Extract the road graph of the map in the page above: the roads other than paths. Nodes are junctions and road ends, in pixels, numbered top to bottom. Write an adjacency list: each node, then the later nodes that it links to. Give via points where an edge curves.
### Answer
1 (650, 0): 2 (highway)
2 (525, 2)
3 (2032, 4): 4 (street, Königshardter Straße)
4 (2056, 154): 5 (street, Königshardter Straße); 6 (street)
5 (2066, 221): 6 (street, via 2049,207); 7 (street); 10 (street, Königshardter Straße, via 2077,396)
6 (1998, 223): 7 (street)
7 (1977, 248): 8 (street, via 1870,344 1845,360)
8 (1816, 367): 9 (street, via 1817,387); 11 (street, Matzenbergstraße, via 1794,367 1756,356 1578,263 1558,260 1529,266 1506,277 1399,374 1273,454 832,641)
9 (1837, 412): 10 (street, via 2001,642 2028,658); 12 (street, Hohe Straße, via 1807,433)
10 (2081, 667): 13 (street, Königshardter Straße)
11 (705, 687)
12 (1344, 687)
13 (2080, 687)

--

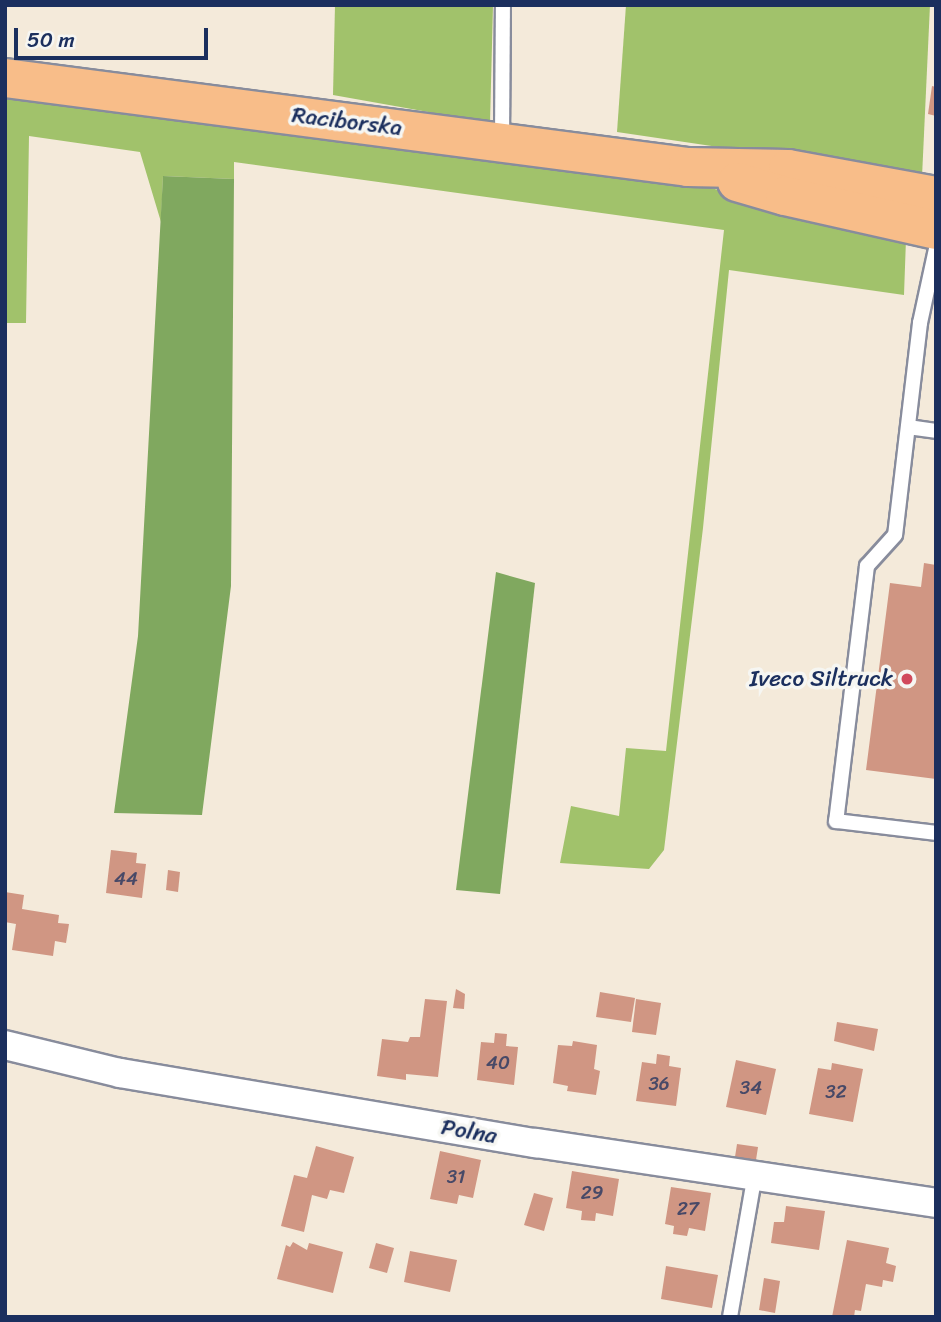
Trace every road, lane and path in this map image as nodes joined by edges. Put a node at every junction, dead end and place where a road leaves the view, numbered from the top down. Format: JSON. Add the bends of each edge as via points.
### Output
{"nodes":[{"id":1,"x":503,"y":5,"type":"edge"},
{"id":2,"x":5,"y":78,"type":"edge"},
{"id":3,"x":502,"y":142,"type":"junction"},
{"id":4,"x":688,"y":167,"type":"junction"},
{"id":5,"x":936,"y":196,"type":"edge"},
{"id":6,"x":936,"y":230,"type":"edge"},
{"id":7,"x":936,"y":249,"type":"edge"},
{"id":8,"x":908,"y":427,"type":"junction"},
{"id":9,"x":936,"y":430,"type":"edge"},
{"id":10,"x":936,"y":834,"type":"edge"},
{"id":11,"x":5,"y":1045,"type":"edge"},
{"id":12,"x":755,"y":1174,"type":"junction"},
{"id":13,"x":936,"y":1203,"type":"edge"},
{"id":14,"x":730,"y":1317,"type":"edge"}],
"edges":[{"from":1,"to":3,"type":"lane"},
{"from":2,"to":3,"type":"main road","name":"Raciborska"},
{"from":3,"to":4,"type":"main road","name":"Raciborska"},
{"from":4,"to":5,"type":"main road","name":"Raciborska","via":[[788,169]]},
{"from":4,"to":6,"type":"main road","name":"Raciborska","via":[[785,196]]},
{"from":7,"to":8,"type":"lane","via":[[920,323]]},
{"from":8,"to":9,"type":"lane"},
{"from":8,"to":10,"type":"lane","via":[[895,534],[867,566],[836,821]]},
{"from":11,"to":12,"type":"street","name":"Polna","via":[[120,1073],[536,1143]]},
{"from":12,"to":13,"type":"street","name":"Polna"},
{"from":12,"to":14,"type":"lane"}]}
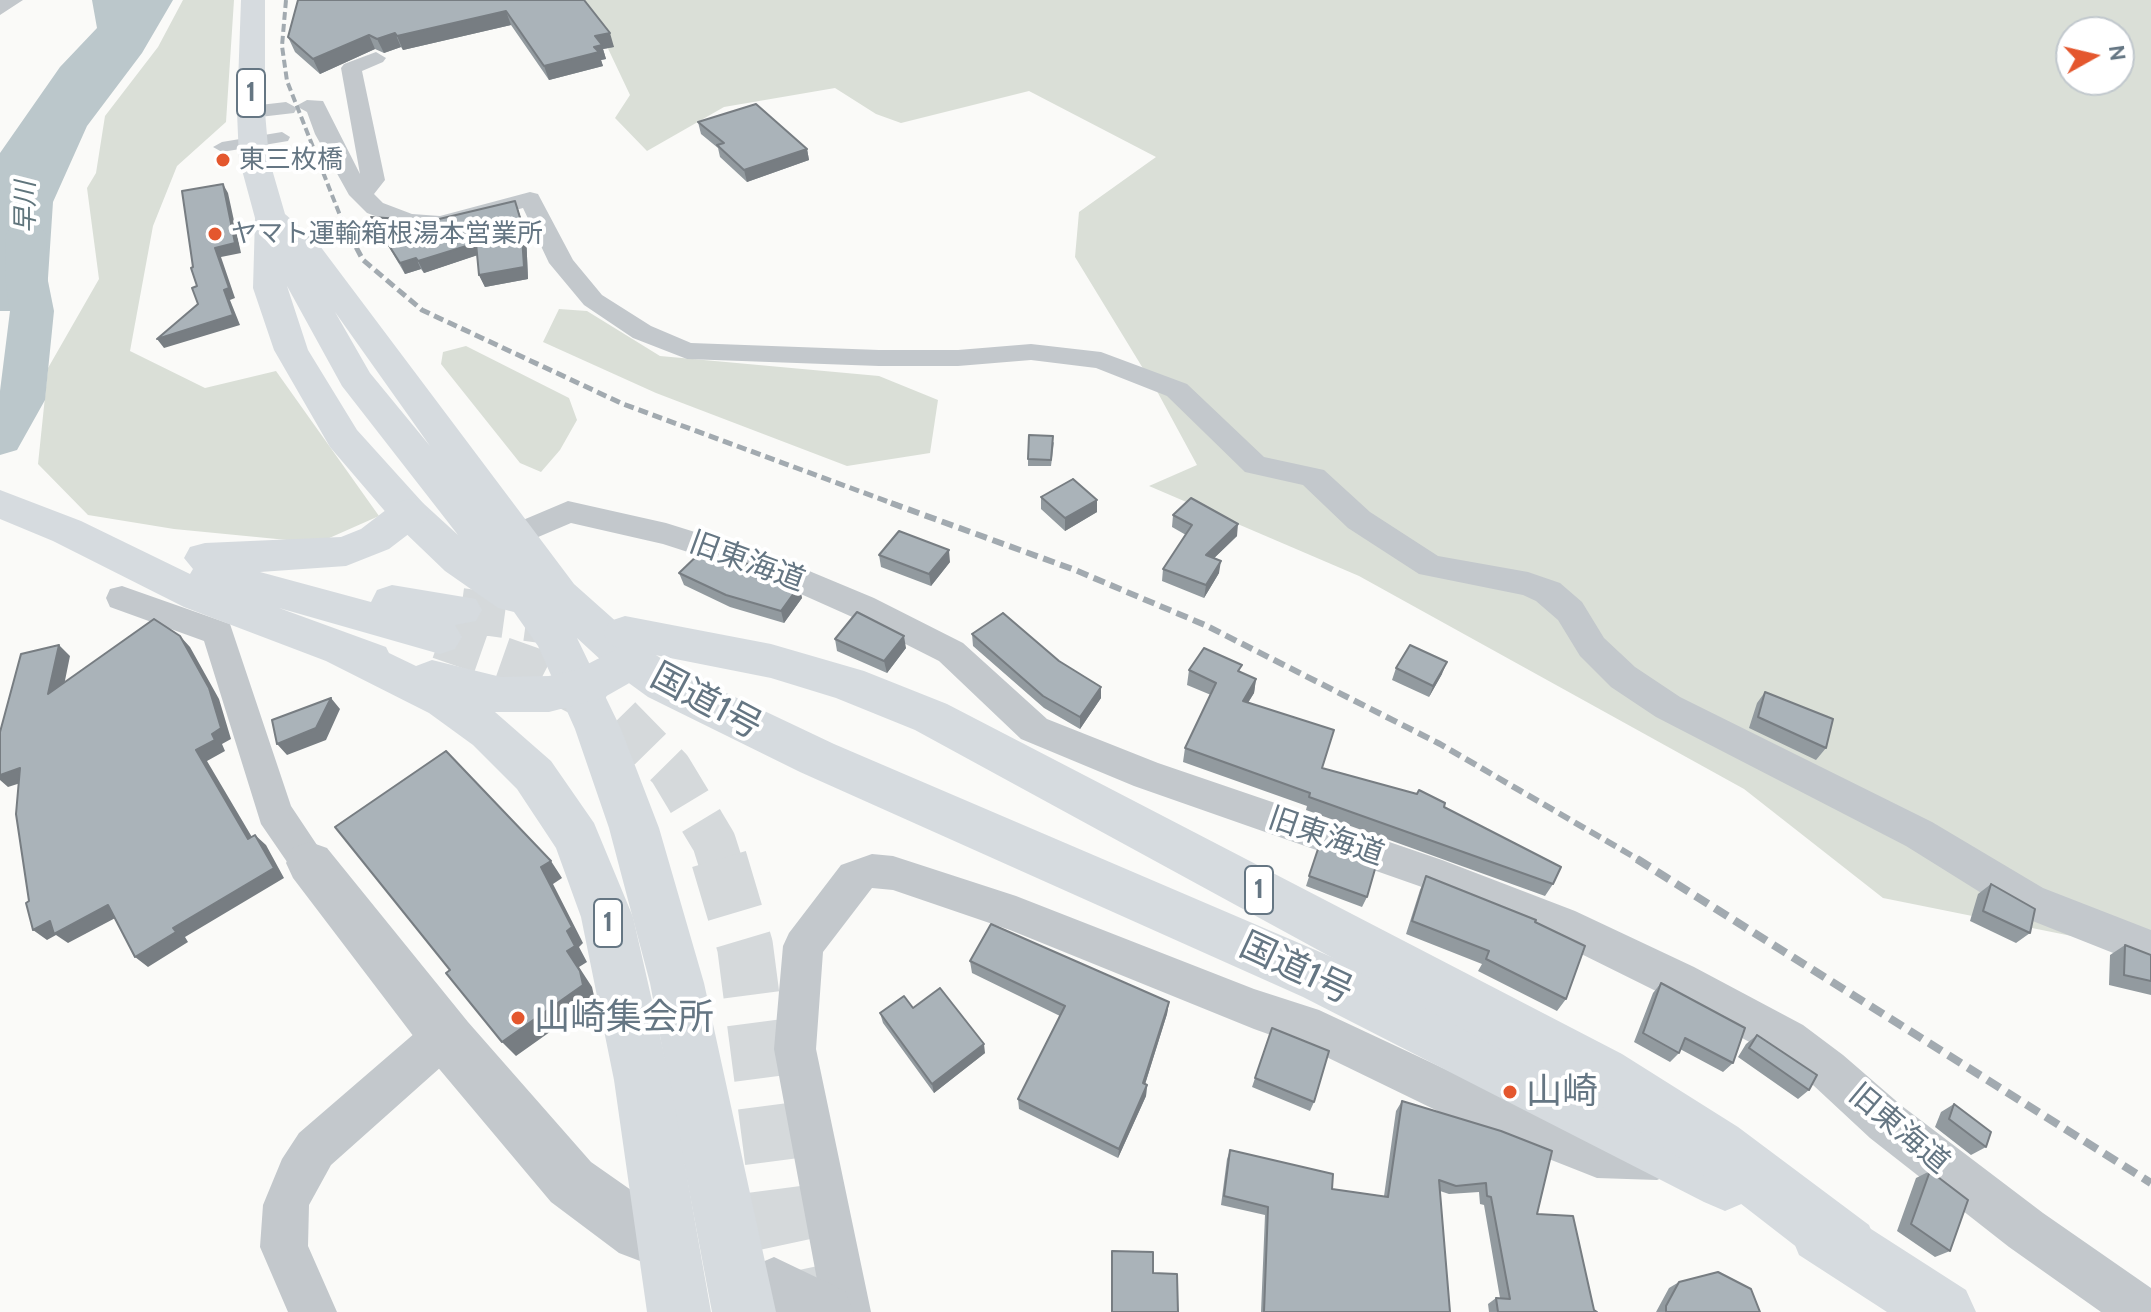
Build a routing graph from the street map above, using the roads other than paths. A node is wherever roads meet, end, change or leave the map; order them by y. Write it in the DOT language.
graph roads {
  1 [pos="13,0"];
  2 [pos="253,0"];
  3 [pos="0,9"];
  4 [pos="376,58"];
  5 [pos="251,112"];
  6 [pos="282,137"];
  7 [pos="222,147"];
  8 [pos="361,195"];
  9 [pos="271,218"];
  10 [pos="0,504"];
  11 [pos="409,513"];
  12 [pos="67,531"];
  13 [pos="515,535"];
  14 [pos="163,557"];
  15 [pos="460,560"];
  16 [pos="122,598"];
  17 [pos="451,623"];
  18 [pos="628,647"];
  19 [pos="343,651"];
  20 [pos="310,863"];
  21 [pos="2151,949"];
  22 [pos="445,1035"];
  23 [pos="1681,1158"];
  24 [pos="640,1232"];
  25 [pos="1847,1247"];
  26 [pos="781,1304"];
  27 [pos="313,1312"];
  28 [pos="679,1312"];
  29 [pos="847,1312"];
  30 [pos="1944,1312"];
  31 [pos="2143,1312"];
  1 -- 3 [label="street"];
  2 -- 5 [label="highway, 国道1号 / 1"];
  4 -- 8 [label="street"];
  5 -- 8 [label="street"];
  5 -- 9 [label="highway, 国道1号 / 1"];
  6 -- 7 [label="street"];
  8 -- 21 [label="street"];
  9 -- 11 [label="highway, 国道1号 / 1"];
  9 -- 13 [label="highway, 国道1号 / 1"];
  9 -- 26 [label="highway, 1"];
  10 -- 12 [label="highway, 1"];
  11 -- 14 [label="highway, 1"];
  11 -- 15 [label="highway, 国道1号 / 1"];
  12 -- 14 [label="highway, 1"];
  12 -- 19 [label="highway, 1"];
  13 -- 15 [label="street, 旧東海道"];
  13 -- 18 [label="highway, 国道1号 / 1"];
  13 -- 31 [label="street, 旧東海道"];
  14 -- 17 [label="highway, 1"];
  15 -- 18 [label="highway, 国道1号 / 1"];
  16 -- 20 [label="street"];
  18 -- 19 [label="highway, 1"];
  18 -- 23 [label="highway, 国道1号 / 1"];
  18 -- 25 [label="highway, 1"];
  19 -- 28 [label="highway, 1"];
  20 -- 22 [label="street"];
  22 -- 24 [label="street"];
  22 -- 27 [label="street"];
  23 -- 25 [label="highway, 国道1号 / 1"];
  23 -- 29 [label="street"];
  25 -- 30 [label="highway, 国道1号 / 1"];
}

— PROBLEM TO WORK ON —
From the data above, copy each line with the string "points" in it.

— SOLUTION FOR THIS TASK —
Extract the road graph of the map in the page above: the roads other than paths. Nodes are junctions and road ends, in pixels, numbered top to bottom. Write an adjacency list: each node, then the later nodes that it links to. Give via points where an edge curves.
Trace every road, lane and path in this map image as nodes joined by edges. Put a node at every junction, dead end and place where a road leaves the view, numbered from the top down. Format: JSON. Add the bends of each edge as via points.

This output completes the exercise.